▶ [PROBLEM]:
The answer must consist of the records, repeated exactly.

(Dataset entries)

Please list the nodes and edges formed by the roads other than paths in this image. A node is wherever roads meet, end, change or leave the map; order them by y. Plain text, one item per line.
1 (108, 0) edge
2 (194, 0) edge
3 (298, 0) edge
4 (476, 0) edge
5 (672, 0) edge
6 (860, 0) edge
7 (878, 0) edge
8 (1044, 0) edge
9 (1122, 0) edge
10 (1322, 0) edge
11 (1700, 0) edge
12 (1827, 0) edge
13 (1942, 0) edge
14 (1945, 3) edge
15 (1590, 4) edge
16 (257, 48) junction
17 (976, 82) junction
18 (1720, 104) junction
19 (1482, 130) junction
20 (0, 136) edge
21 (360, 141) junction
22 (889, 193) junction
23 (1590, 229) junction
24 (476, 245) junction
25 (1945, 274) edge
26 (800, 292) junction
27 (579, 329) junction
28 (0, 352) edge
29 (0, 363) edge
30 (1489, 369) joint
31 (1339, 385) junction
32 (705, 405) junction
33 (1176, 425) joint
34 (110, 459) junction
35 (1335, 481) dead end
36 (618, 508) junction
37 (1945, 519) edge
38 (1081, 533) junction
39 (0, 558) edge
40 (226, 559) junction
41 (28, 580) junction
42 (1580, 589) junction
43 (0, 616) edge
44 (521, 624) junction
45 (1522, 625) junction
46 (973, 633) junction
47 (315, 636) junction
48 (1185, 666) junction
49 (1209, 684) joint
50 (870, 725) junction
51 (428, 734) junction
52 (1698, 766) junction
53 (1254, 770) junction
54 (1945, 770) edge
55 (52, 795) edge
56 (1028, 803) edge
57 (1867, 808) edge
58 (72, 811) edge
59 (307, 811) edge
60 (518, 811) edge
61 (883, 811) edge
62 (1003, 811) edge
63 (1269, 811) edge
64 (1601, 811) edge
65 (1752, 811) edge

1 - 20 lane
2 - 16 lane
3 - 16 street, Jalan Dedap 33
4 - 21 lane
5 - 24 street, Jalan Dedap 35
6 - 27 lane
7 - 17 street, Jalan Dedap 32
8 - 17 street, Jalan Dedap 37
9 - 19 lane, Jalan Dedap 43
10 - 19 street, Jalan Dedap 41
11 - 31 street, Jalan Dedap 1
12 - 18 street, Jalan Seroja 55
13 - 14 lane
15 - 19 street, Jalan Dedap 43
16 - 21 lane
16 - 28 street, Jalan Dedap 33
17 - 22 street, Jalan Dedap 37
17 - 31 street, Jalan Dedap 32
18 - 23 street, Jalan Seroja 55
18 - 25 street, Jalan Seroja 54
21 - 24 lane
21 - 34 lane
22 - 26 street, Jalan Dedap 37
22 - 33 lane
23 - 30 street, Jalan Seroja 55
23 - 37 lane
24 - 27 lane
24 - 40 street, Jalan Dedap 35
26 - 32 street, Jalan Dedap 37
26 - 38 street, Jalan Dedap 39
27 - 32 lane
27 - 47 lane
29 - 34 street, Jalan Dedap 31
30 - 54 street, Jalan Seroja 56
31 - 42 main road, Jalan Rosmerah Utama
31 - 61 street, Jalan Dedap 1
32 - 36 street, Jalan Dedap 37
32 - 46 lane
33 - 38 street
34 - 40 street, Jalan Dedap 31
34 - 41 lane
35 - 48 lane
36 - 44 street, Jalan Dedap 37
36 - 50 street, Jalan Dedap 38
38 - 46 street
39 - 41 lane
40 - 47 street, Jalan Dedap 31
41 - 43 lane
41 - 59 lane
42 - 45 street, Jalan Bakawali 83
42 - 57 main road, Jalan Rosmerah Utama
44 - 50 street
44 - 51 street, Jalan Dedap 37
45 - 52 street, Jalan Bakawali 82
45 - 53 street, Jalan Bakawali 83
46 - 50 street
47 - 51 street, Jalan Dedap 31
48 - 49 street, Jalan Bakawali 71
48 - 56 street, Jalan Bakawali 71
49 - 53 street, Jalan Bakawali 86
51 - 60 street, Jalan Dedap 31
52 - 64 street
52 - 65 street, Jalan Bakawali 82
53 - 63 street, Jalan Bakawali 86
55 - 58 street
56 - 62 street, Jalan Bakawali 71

▶ [YOUR RESPONSE]:
Please list the nodes and edges formed by the roads other than paths in this image. A node is wherever roads meet, end, change or leave the map; order them by y. Plain text, one item per line.
1 (108, 0) edge
2 (194, 0) edge
3 (298, 0) edge
4 (476, 0) edge
5 (672, 0) edge
6 (860, 0) edge
7 (878, 0) edge
8 (1044, 0) edge
9 (1122, 0) edge
10 (1322, 0) edge
11 (1700, 0) edge
12 (1827, 0) edge
13 (1942, 0) edge
14 (1945, 3) edge
15 (1590, 4) edge
16 (257, 48) junction
17 (976, 82) junction
18 (1720, 104) junction
19 (1482, 130) junction
20 (0, 136) edge
21 (360, 141) junction
22 (889, 193) junction
23 (1590, 229) junction
24 (476, 245) junction
25 (1945, 274) edge
26 (800, 292) junction
27 (579, 329) junction
28 (0, 352) edge
29 (0, 363) edge
30 (1489, 369) joint
31 (1339, 385) junction
32 (705, 405) junction
33 (1176, 425) joint
34 (110, 459) junction
35 (1335, 481) dead end
36 (618, 508) junction
37 (1945, 519) edge
38 (1081, 533) junction
39 (0, 558) edge
40 (226, 559) junction
41 (28, 580) junction
42 (1580, 589) junction
43 (0, 616) edge
44 (521, 624) junction
45 (1522, 625) junction
46 (973, 633) junction
47 (315, 636) junction
48 (1185, 666) junction
49 (1209, 684) joint
50 (870, 725) junction
51 (428, 734) junction
52 (1698, 766) junction
53 (1254, 770) junction
54 (1945, 770) edge
55 (52, 795) edge
56 (1028, 803) edge
57 (1867, 808) edge
58 (72, 811) edge
59 (307, 811) edge
60 (518, 811) edge
61 (883, 811) edge
62 (1003, 811) edge
63 (1269, 811) edge
64 (1601, 811) edge
65 (1752, 811) edge

1 - 20 lane
2 - 16 lane
3 - 16 street, Jalan Dedap 33
4 - 21 lane
5 - 24 street, Jalan Dedap 35
6 - 27 lane
7 - 17 street, Jalan Dedap 32
8 - 17 street, Jalan Dedap 37
9 - 19 lane, Jalan Dedap 43
10 - 19 street, Jalan Dedap 41
11 - 31 street, Jalan Dedap 1
12 - 18 street, Jalan Seroja 55
13 - 14 lane
15 - 19 street, Jalan Dedap 43
16 - 21 lane
16 - 28 street, Jalan Dedap 33
17 - 22 street, Jalan Dedap 37
17 - 31 street, Jalan Dedap 32
18 - 23 street, Jalan Seroja 55
18 - 25 street, Jalan Seroja 54
21 - 24 lane
21 - 34 lane
22 - 26 street, Jalan Dedap 37
22 - 33 lane
23 - 30 street, Jalan Seroja 55
23 - 37 lane
24 - 27 lane
24 - 40 street, Jalan Dedap 35
26 - 32 street, Jalan Dedap 37
26 - 38 street, Jalan Dedap 39
27 - 32 lane
27 - 47 lane
29 - 34 street, Jalan Dedap 31
30 - 54 street, Jalan Seroja 56
31 - 42 main road, Jalan Rosmerah Utama
31 - 61 street, Jalan Dedap 1
32 - 36 street, Jalan Dedap 37
32 - 46 lane
33 - 38 street
34 - 40 street, Jalan Dedap 31
34 - 41 lane
35 - 48 lane
36 - 44 street, Jalan Dedap 37
36 - 50 street, Jalan Dedap 38
38 - 46 street
39 - 41 lane
40 - 47 street, Jalan Dedap 31
41 - 43 lane
41 - 59 lane
42 - 45 street, Jalan Bakawali 83
42 - 57 main road, Jalan Rosmerah Utama
44 - 50 street
44 - 51 street, Jalan Dedap 37
45 - 52 street, Jalan Bakawali 82
45 - 53 street, Jalan Bakawali 83
46 - 50 street
47 - 51 street, Jalan Dedap 31
48 - 49 street, Jalan Bakawali 71
48 - 56 street, Jalan Bakawali 71
49 - 53 street, Jalan Bakawali 86
51 - 60 street, Jalan Dedap 31
52 - 64 street
52 - 65 street, Jalan Bakawali 82
53 - 63 street, Jalan Bakawali 86
55 - 58 street
56 - 62 street, Jalan Bakawali 71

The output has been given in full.